In cryptocurrency, mining is a validation of the transactions that happen on the ledger. It is labelled ‘mining’ as it is similar to gold mining, in that bitcoins exist in the ongoing protocol of the blockchain algorithm, just as gold exists in the ground, but the bitcoins haven’t been brought to the surface yet. What miners do is dig them up a few at a time by validating the data across the network.
This system of rewards or incentives is what keeps the whole system secure and decentralised, and helps reduce transaction fees.
As more and more machines compete for these rewards, it becomes more and more difficult to generate hashes, which validate the transactions. This has meant that over time, a kind of arms race has developed for cheaper and yet more efficient machines that can compete.
Therefore, over time, many people have invested large sums of money into employing high performance computers (FPGAs and ASICs) in order to try and keep this process profitable. Often the value of the currency obtained for finding a hash often does not justify the amount of money spent on setting up the machines, the cooling facilities to overcome the heat they produce, and the electricity required to run them.
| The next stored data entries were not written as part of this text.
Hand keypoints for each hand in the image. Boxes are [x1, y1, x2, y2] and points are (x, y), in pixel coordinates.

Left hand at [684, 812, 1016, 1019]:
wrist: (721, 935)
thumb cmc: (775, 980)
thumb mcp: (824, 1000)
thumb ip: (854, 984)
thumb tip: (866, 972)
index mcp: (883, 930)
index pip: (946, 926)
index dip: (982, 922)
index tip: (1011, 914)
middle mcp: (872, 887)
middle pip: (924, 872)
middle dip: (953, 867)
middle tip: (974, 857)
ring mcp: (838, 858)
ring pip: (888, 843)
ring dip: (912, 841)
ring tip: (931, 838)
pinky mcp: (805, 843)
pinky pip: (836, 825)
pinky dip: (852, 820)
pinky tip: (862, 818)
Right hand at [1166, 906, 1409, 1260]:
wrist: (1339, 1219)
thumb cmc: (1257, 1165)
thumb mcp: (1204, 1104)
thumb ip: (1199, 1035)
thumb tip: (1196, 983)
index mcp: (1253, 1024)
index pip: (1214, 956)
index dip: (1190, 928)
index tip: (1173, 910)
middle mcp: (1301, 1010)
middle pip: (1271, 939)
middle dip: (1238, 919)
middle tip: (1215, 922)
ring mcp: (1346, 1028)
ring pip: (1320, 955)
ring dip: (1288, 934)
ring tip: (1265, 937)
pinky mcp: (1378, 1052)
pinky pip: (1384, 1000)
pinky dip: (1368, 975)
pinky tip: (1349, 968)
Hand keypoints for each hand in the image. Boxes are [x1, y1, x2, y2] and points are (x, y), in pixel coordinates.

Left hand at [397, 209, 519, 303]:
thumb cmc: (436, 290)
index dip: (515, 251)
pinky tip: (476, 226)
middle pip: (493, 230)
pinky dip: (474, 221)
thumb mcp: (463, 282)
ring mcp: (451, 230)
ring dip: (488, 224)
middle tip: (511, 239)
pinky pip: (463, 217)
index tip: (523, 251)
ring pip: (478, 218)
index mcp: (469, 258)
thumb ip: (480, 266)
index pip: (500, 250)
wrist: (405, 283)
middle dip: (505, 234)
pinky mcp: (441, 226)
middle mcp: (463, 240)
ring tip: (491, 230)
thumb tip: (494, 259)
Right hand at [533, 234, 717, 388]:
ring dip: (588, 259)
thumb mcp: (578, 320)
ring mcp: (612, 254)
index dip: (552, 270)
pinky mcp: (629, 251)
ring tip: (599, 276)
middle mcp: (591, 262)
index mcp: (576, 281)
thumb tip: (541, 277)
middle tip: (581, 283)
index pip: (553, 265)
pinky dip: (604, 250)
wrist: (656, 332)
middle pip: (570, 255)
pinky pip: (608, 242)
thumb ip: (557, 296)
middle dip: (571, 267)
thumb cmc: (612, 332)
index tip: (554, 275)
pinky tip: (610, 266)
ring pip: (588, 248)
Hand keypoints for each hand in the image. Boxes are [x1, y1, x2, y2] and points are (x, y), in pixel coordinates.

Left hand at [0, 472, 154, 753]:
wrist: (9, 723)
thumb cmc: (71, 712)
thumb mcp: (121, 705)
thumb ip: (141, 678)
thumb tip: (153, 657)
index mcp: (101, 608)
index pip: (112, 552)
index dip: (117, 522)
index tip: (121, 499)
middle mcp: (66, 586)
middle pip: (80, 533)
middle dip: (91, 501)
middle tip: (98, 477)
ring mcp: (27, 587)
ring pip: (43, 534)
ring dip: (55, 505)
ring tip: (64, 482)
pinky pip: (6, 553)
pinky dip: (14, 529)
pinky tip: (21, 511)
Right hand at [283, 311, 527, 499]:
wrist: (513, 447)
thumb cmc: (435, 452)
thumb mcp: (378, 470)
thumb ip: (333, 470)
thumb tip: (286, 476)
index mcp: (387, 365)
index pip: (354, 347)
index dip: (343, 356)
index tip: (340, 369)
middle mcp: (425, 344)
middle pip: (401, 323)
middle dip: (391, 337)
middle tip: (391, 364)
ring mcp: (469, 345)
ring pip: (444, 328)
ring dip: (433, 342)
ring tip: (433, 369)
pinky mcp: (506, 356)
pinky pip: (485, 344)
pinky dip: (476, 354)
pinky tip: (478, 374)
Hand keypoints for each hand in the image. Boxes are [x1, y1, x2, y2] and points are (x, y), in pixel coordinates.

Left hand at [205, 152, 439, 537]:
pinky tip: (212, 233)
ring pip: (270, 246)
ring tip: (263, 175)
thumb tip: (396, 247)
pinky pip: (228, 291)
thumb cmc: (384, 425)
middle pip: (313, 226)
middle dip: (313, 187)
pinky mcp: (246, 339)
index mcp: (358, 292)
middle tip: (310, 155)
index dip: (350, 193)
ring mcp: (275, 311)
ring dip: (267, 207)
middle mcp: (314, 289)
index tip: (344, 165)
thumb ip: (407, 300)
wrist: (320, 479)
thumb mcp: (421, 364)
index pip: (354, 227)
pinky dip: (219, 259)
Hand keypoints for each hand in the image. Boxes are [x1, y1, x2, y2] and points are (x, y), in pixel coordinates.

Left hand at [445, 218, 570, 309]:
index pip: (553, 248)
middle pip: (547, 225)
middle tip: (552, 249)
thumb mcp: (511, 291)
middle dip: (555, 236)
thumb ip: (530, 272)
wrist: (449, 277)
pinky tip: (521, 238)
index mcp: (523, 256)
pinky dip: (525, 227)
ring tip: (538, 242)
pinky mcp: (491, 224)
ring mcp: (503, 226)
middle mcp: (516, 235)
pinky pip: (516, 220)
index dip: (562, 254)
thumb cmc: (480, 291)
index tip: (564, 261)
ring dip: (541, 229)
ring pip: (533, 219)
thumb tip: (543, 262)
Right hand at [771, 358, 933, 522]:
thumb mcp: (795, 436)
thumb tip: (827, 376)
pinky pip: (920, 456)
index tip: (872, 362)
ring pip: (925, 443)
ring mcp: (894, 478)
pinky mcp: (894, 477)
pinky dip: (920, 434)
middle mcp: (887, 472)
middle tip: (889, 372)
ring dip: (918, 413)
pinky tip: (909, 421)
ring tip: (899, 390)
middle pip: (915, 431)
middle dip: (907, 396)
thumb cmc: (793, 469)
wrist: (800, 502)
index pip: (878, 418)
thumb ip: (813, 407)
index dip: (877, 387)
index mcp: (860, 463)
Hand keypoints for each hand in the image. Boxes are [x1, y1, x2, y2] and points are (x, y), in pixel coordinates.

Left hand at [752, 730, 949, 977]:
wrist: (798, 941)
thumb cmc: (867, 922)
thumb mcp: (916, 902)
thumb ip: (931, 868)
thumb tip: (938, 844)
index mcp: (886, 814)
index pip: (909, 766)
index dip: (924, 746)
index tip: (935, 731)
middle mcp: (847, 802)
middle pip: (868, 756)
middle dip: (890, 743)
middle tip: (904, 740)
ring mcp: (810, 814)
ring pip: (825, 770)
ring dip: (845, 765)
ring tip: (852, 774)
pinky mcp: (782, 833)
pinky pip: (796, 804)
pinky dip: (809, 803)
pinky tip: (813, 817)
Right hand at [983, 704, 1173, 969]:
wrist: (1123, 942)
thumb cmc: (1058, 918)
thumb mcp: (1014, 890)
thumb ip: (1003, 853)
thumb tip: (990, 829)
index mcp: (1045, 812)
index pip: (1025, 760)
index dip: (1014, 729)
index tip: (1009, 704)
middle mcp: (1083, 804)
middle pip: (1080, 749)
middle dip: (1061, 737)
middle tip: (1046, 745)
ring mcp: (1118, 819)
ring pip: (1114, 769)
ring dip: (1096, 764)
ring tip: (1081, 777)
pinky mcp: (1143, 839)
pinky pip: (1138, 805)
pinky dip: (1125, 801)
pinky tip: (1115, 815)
To combat this, some miners pool their resources and then share the reward, proportional to the amount of work they contributed.
Some have also found ways to utilise their access to electricity. A power station in Missouri, Montana that was built in 1910 was facing an uncertain future after it stopped operating in 2003. However, in a ground-breaking decision the Federal Energy Regulatory Commission approved an application in 2019 to convert it into a cryptocurrency mining centre.
Nodes is the name given to a computer that runs the bitcoin software and helps keep bitcoin running and distributing the shared information.
Anyone can be a node. The software is open source and easily downloadable. However, the downside is the current size of the bitcoin blockchain is around 300GB and growing, and of course the energy you use to be part of the process.
Nodes spread changes to blockchain through their network. One node sends to a few known nodes, who send to others etc etc. And it travels through the entire network relatively quickly.
Some nodes are mining nodes, or ‘miners’. These computers group transactions into blocks and add them to the blockchain. Each block has a complex mathematical puzzle attached to it that needs solving before the reward is given.
Essentially, the puzzle is a random number that must be found and announced to the rest of the network. All other miners then stop working on that particular puzzle and go on to the next one, and the winning miner gets some bitcoin for their efforts.
At the moment the reward is 12.5 bitcoins per block, which at the moment is worth $100,000. So it sounds like a pretty good deal, except that there are a lot of nodes competing for that reward, and it comes down to a lot of computing power and a lot of luck if you make a lot of money this way.
On top of that, over time the rewards decrease. Every four years or so, the rewards are halved, further decreasing the inflation of the coin.